Okura not:
Günün 11’i, Türkiye medyasındaki görüş ve yorum çeşitliliğini yansıtmak amacıyla hazırlanmaktadır. Aşağıda özetini bulacağınız yazıya yer vermemiz, içeriğini onayladığımız ve/veya desteklediğimiz anlamına gelmez.
“Yurtta barış, dünyada barış” ilkesi, daha sonra da Türkiye Cumhuriyeti’nin hep uyguladığı bir ilke haline geldi. Yunanistan dahil, bütün komşu ülkelerle ve daha uzaktakiler dahil birçok ülkeyle, dostluk, kardeşlik, saldırmazlık, işbirliği gibi sıfatlar taşıyan antlaşma ve sözleşme belgeleri imzaladık.
İkinci Dünya Savaşı süresince bağlı kaldığımız ilke de aynı çizgideydi. Ve başarılı çizgimizle, dünya ülkelerinden pek çoğunun varmak isteyip de varamadığı sonuca ulaştık. Savaşa, son birkaç hafta için şeklen girsek de fiilen girmemeyi başardık.
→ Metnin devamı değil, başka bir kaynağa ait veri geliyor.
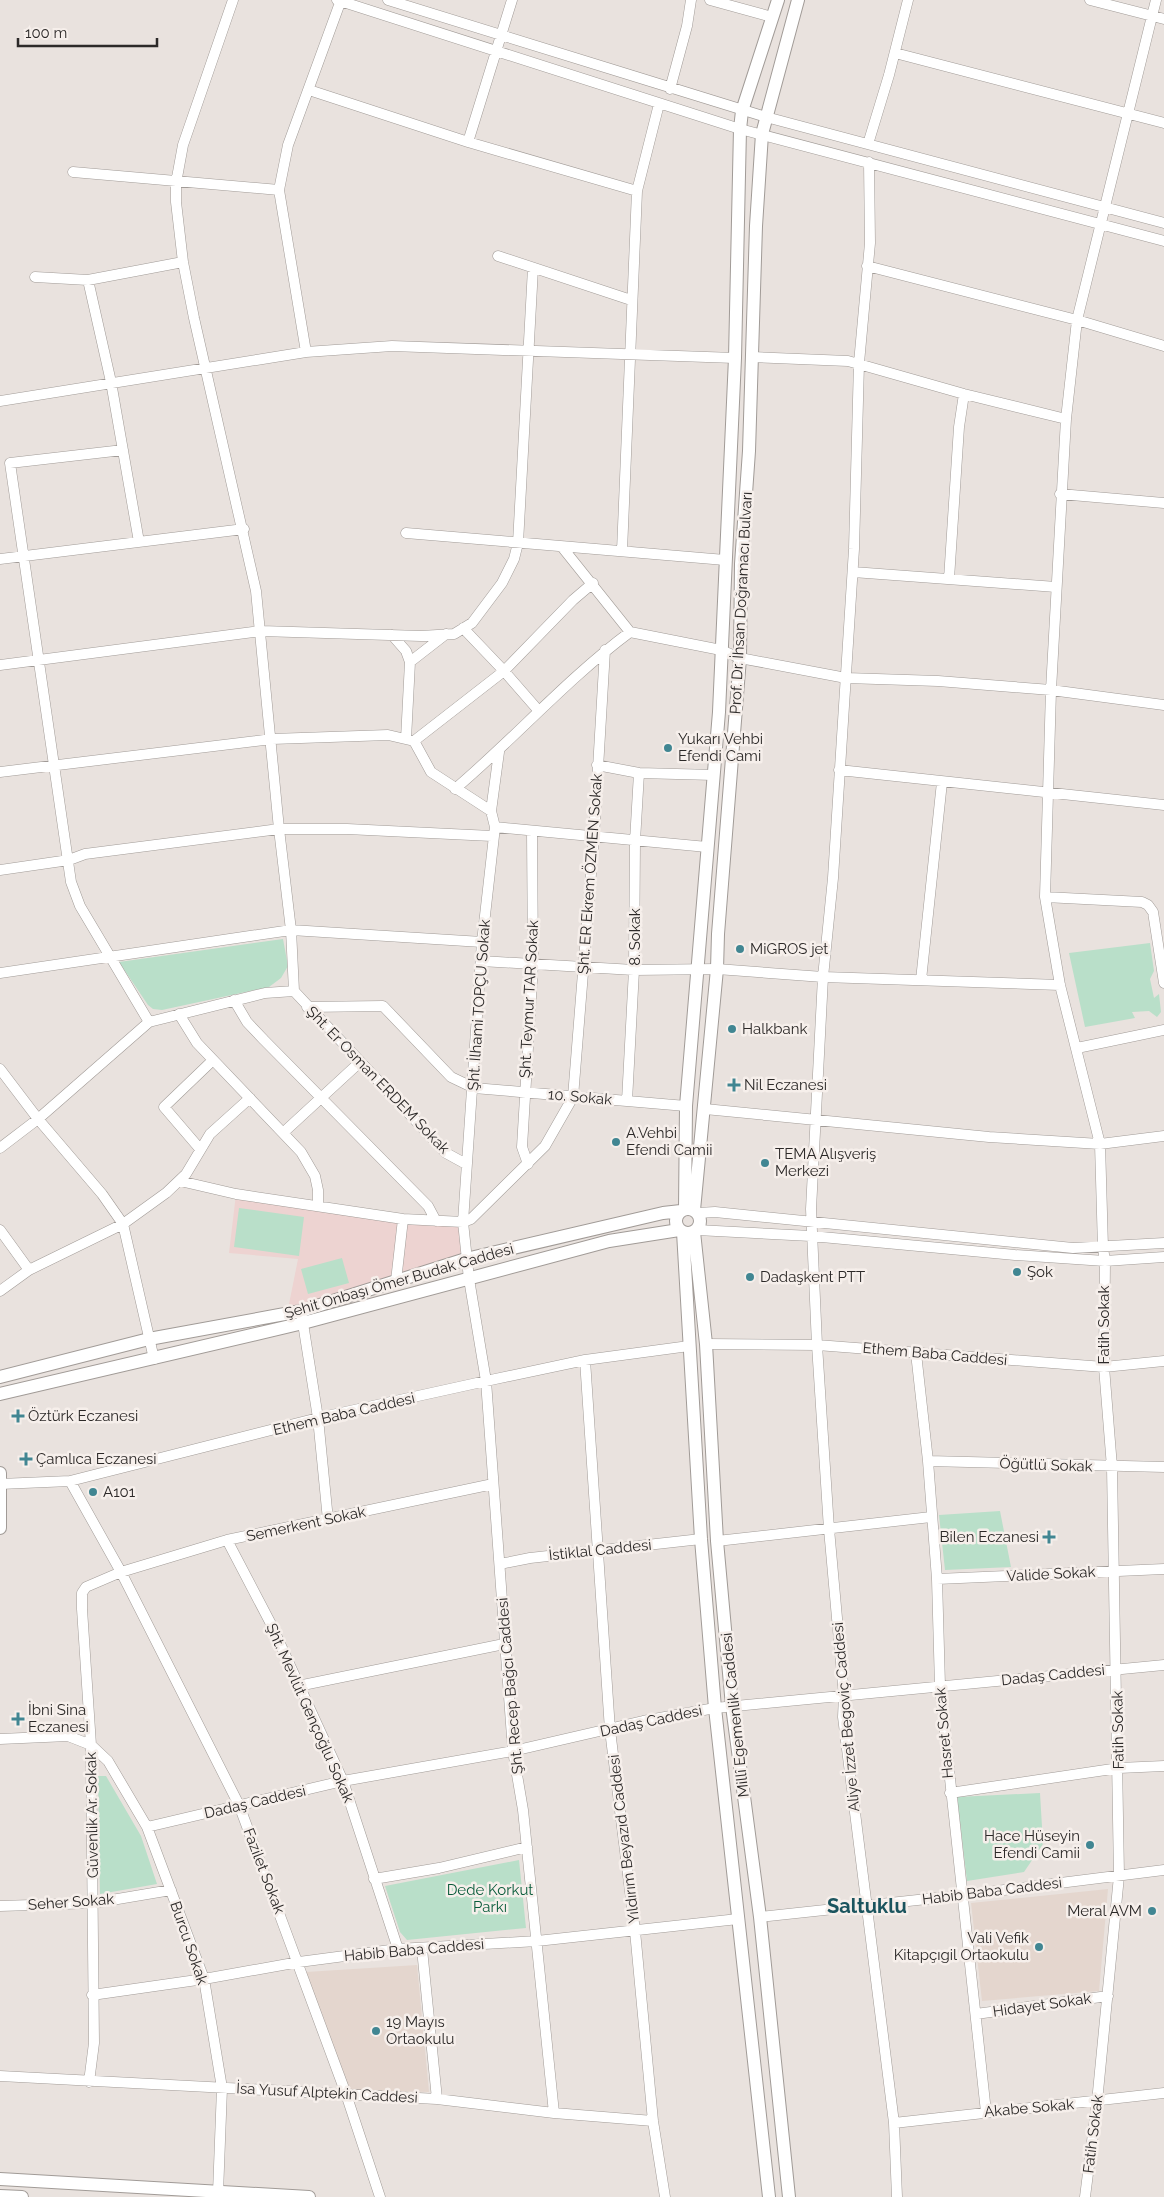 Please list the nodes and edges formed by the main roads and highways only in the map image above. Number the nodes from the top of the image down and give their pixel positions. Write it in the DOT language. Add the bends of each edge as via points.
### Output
graph roads {
  1 [pos="778,0"];
  2 [pos="798,0"];
  3 [pos="689,1211"];
  4 [pos="688,1231"];
  5 [pos="302,1317"];
  6 [pos="0,1377"];
  7 [pos="0,1394"];
  8 [pos="0,1480"];
  9 [pos="0,1528"];
  10 [pos="0,2179"];
  11 [pos="0,2196"];
  12 [pos="22,2197"];
  13 [pos="309,2197"];
  14 [pos="769,2197"];
  15 [pos="789,2197"];
  1 -- 3 [label="main road, Prof. Dr. İhsan Doğramacı Bulvarı" via="742,111 740,129 726,560 714,775 686,1106"];
  2 -- 3 [label="main road, Prof. Dr. İhsan Doğramacı Bulvarı" via="762,134 740,658 706,1109"];
  3 -- 4 [label="main road" via="701,1220"];
  3 -- 4 [label="main road" via="676,1220"];
  3 -- 5 [label="main road, Şehit Onbaşı Ömer Budak Caddesi" via="663,1213 466,1259 396,1281"];
  4 -- 5 [label="main road, Şehit Onbaşı Ömer Budak Caddesi" via="609,1241 468,1279"];
  4 -- 14 [label="main road, Millî Egemenlik Caddesi" via="689,1346 715,1708"];
  4 -- 15 [label="main road, Millî Egemenlik Caddesi" via="706,1344 717,1541 732,1706 760,1917"];
  5 -- 6 [label="main road, Şehit Onbaşı Ömer Budak Caddesi" via="149,1339"];
  5 -- 7 [label="main road, Şehit Onbaşı Ömer Budak Caddesi" via="154,1359"];
  8 -- 9 [label="main road"];
  10 -- 13 [label="main road"];
  11 -- 12 [label="main road"];
} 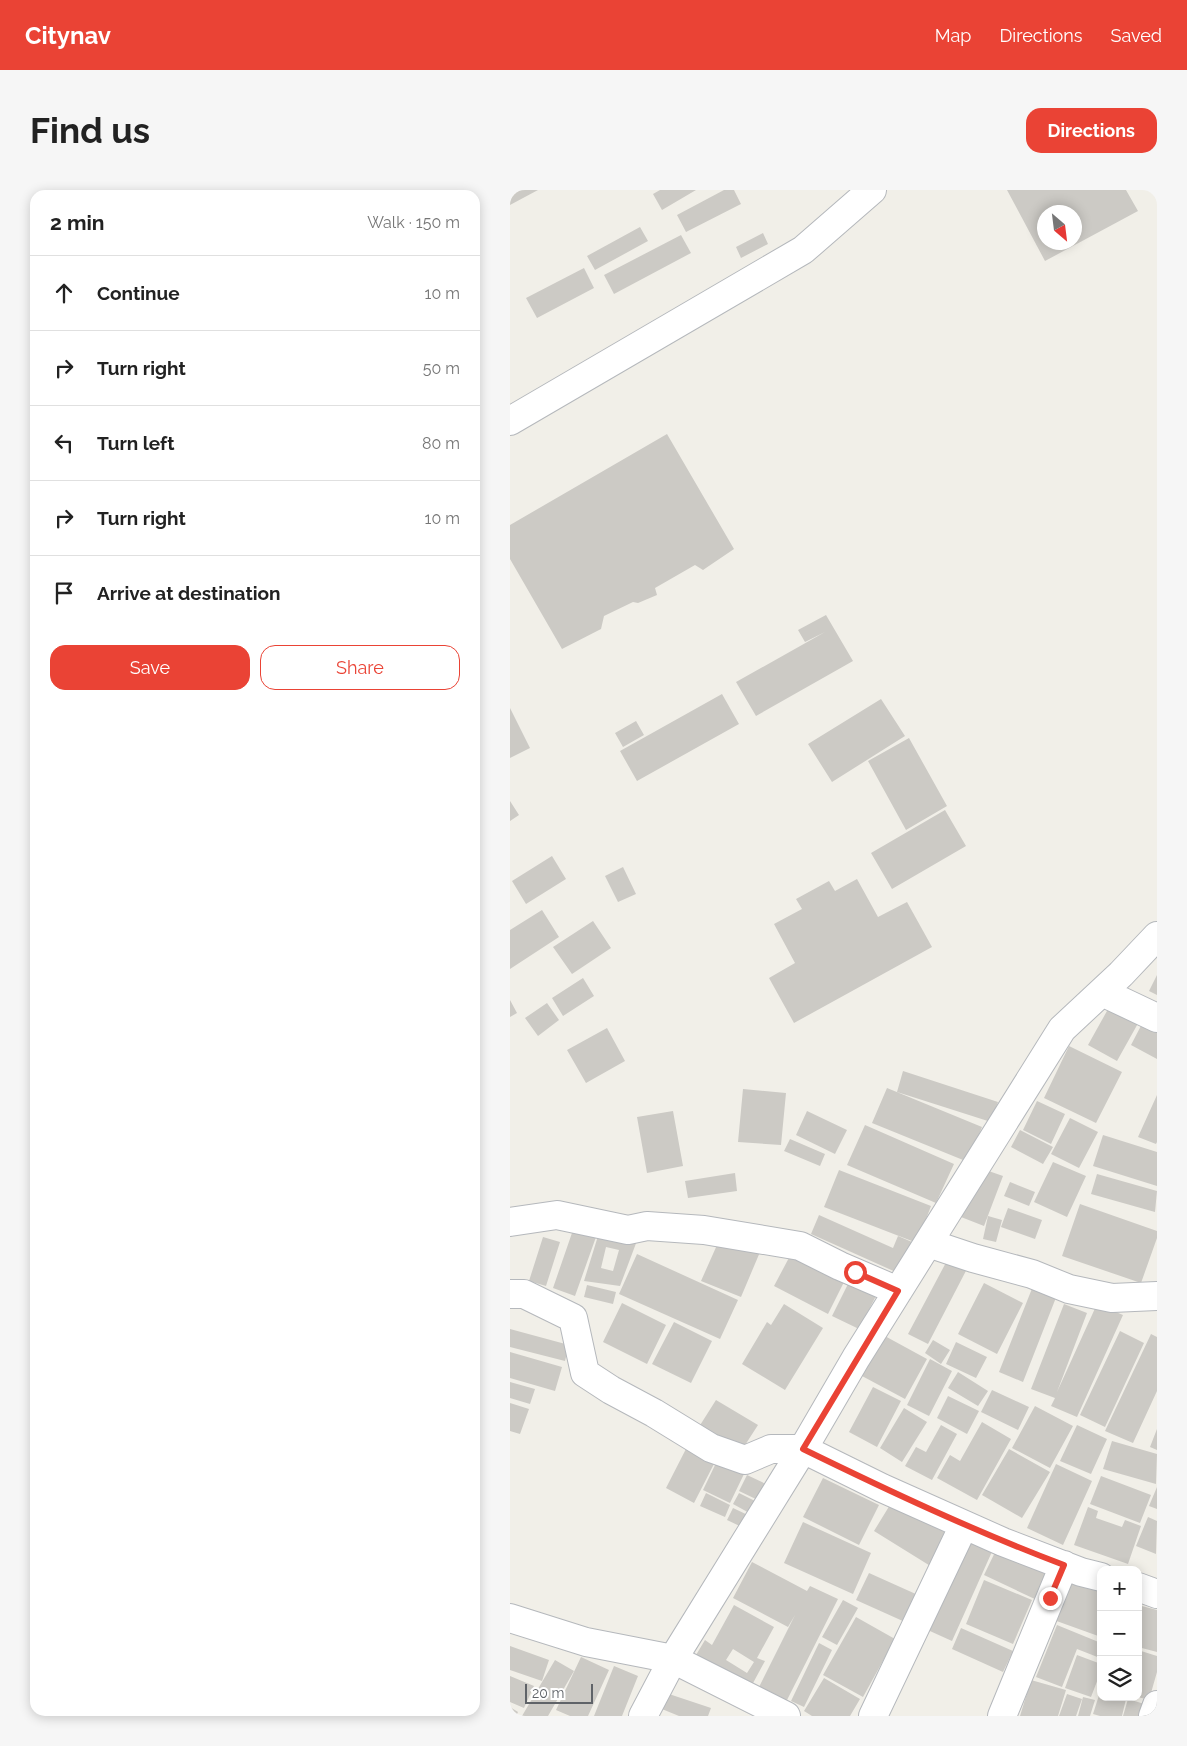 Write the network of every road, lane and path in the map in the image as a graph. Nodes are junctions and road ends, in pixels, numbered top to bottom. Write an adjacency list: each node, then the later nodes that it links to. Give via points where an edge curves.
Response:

Bu Atatürk’ün ölümünden sonra, İnönü’nün Cumhurbaşkanlığı sırasında alınan bir sonuçtu ama Atatürk’ün liderliğinde olduğu gibi İnönü’nün liderliğinde de gerekleri yerine getirilerek uygulandı.
Kısacası: İkinci Dünya Savaşı sırasında, Türkiye’nin yönetiminde bulunan lideri Atatürk de olsa, İnönü de olsa, uygulanan politika farklı olmayacaktı.
Çünkü, Atatürk döneminde devletin yönetiminde yer almak durumunda olan yetkililerin, başta Cumhuriyetimizin kurucu lideri Atatürk olmak üzere, büyük kısmı, ülkenin siyasetini yönetmekte maceracılıkları olmayan, eski tecrübeleri de göz önünde tutan, gerçekçi, dikkatli ve liyakatli insanlardı.